Profiling in python

Yesterday, I was watching a twitch stream and saw profiling in python for the first time. I wanted to try it out myself. In this post I’m sharing my learnings on profiling.

Let’s us first try to understand what does profiling mean?

Profiling is a dynamic program analysis that helps us in understanding how much is allocated, consumed, free, garbage collected or how much time is spent in different regions of the code.

Here are the steps I followed:
Step1: Write a python script. To give an overview, I have written a main function where I’ve written a few print statements and after that calling few functions. In this script there are few functions that doesn’t depict any functionality or operation (dummy functions). In order to create time intensive function I’m using time.sleep inside calling_nested_function_time_taking function. There is another function called function_call_will_happen implementing for loop. Apart from this we are creating a file and writing some content in it since IO operation could be time consuming (we will check with our profiling results). At last I’m making few network calls using requests module. This is all about the code below.

import time
import os
import sys
import traceback
import requests


def calling_nested_function_time_taking():
    print('Inside most time consuming function')
    time.sleep(60)  # 1 min sleep
    sys.getprofile()


def this_function_will_not_call():
    print('this function is not called')


def function_call_will_happen():
    print('printing function call')
    for i in range(100000000):
        pass

    print('function call is over')
    calling_nested_function_time_taking()
    test_function()


def test_function():
    for i in range(100):
        pass

    if True:
        file = open('test_file.txt', 'a+')
        file.write('Hello, World!\nThis is a test file to learn profiling')
        file.close()

    try:
        raise Exception('this is a new exception for testing purpose')
    except:
        print('handling tracebak')
        traceback.print_stack()


def call_random_activity():
    try:
        r = requests.get('https://google.com')
        r = requests.get('https://facebook.com')
        r = requests.get('https://twitter.com')
        r = requests.get('https://microsoft.com')
        r = requests.get('https://twittch.com')
        r = requests.get('https://github.com')
        r = requests.get('https://netflix.com')
    finally:
        pass
    if r.status_code == 200:
        file_remove()


def file_exists():
    return os.path.isfile('./test_file.txt')


def file_remove():
    print('removing file')
    if file_exists():
        os.remove('test_file.txt')


def done_with_code():
    pass


def main():
    print("Hello, World")
    print(os.getcwd())
    print(os.getenv('SHELL'))
    if False:
        this_function_will_not_call()
    else:
        function_call_will_happen()

    call_random_activity()
    file_remove()
    done_with_code()


if __name__ == '__main__':
    main()

Step2: Choose a profiler
As per python docs I went ahead wit the cProfile and ran the below command:

python3 -m cProfile -o output.pstats main.py

Running this command will create an output.pstats file that will have all the metrics.
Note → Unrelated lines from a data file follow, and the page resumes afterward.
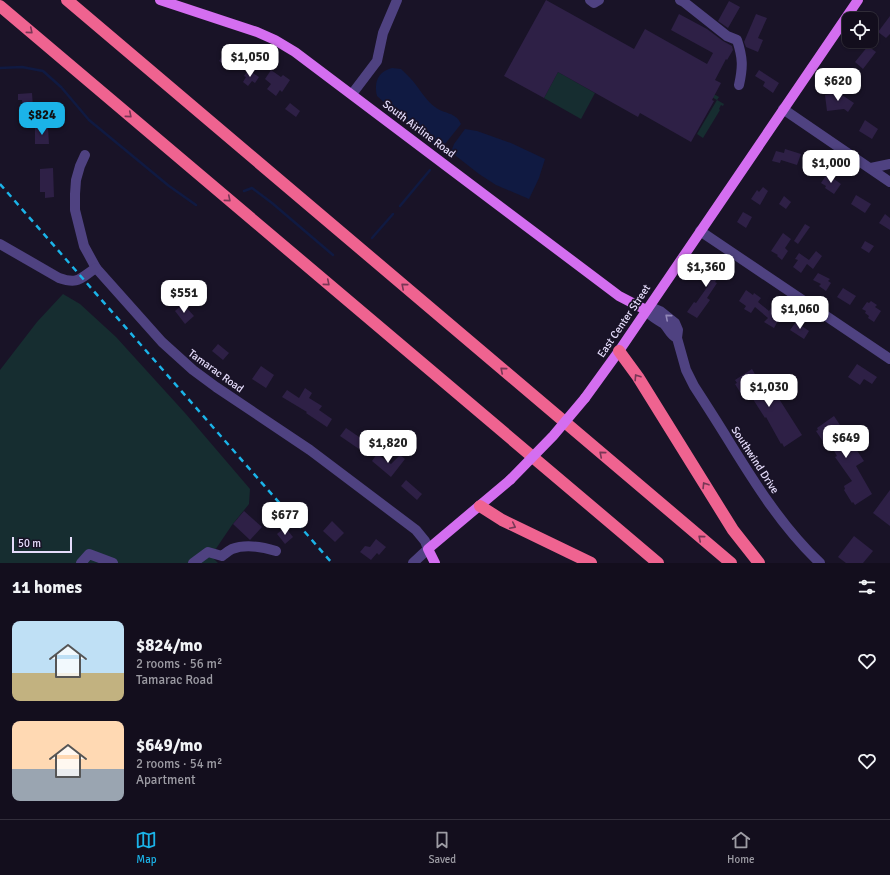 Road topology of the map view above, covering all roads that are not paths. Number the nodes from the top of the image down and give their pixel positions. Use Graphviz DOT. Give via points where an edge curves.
graph roads {
  1 [pos="67,0"];
  2 [pos="160,0"];
  3 [pos="397,0"];
  4 [pos="590,0"];
  5 [pos="598,0"];
  6 [pos="680,0"];
  7 [pos="858,0"];
  8 [pos="0,6"];
  9 [pos="739,85"];
  10 [pos="352,94"];
  11 [pos="783,109"];
  12 [pos="85,155"];
  13 [pos="890,164"];
  14 [pos="871,168"];
  15 [pos="890,182"];
  16 [pos="700,231"];
  17 [pos="0,244"];
  18 [pos="96,268"];
  19 [pos="646,310"];
  20 [pos="618,351"];
  21 [pos="890,359"];
  22 [pos="480,506"];
  23 [pos="428,549"];
  24 [pos="276,551"];
  25 [pos="81,563"];
  26 [pos="113,563"];
  27 [pos="192,563"];
  28 [pos="413,563"];
  29 [pos="435,563"];
  30 [pos="591,563"];
  31 [pos="658,563"];
  32 [pos="731,563"];
  33 [pos="758,563"];
  34 [pos="820,563"];
  32 -- 1 [label="highway, one-way"];
  2 -- 10 [label="main road, South Airline Road" via="267,36 295,52"];
  3 -- 10 [label="street" via="383,33 377,61"];
  4 -- 5 [label="street" via="594,3"];
  6 -- 9 [label="street" via="727,36 737,40 742,54"];
  7 -- 11 [label="main road, East Center Street"];
  8 -- 31 [label="highway, one-way"];
  10 -- 19 [label="main road, South Airline Road" via="618,296"];
  11 -- 14 [label="street"];
  11 -- 16 [label="main road, East Center Street"];
  12 -- 18 [label="street, Tamarac Road" via="76,180 75,210 84,246"];
  13 -- 14 [label="street"];
  14 -- 15 [label="street"];
  16 -- 19 [label="main road, East Center Street"];
  16 -- 21 [label="street"];
  17 -- 18 [label="street" via="68,282 77,281"];
  18 -- 23 [label="street, Tamarac Road" via="176,356 216,387 310,450 410,525 421,536"];
  19 -- 20 [label="main road, East Center Street"];
  19 -- 34 [label="street, Southwind Drive" via="655,309 668,316 677,327 677,338 686,370 694,386 757,487 782,521"];
  20 -- 22 [label="main road, East Center Street, bridge" via="585,398 553,436"];
  33 -- 20 [label="highway, one-way" via="733,530 638,377"];
  22 -- 23 [label="main road, East Center Street"];
  22 -- 30 [label="highway, one-way" via="502,520"];
  23 -- 28 [label="street, East Center Street"];
  23 -- 29 [label="main road"];
  24 -- 27 [label="street" via="247,546 232,549 222,556 208,552"];
  25 -- 26 [label="street" via="89,554"];
}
It was difficult to read output.pstats file. After looking on the internet I found a great visualizer that will convert output.pstats file into PNG/SVG format in the form of flowchart as shown in the screenshot.

Click here to display output.png Output image after convert from pstats file

To get the above image I installed gprof2dot and ran

gprof2dot -f pstats output.pstats | dot -Tpng -o output.png

Step3: How to read the above image output?

  • Each box represents a function from the input file.
    • The very first percentage tells us total run time spent on this function. This is the overall time including other functions that are called by this function.
    • percentage in brackets shows the total run time spent on this function only.
    • third metrics tell us the number of time function is called.
  • Boxes in the red color are the ones which are taking most of the time.
  • Blue boxes depict functions that look less time.

Step4: What to look for?
As seen in the output image. Function with red coloring is taking time. time.sleep function is taking time. Usually you don’t want to change code from external libraries, but you can see which of your functions call an external library function by going back along the arrow from that function. You might be able to optimise the way your code calls the external function, use a more optimised library, or remove the call entirely.

Outro

Indeed, learning profiling in python was completely new to me and I hope I can use this in the projects. I hope you also find it useful ^_^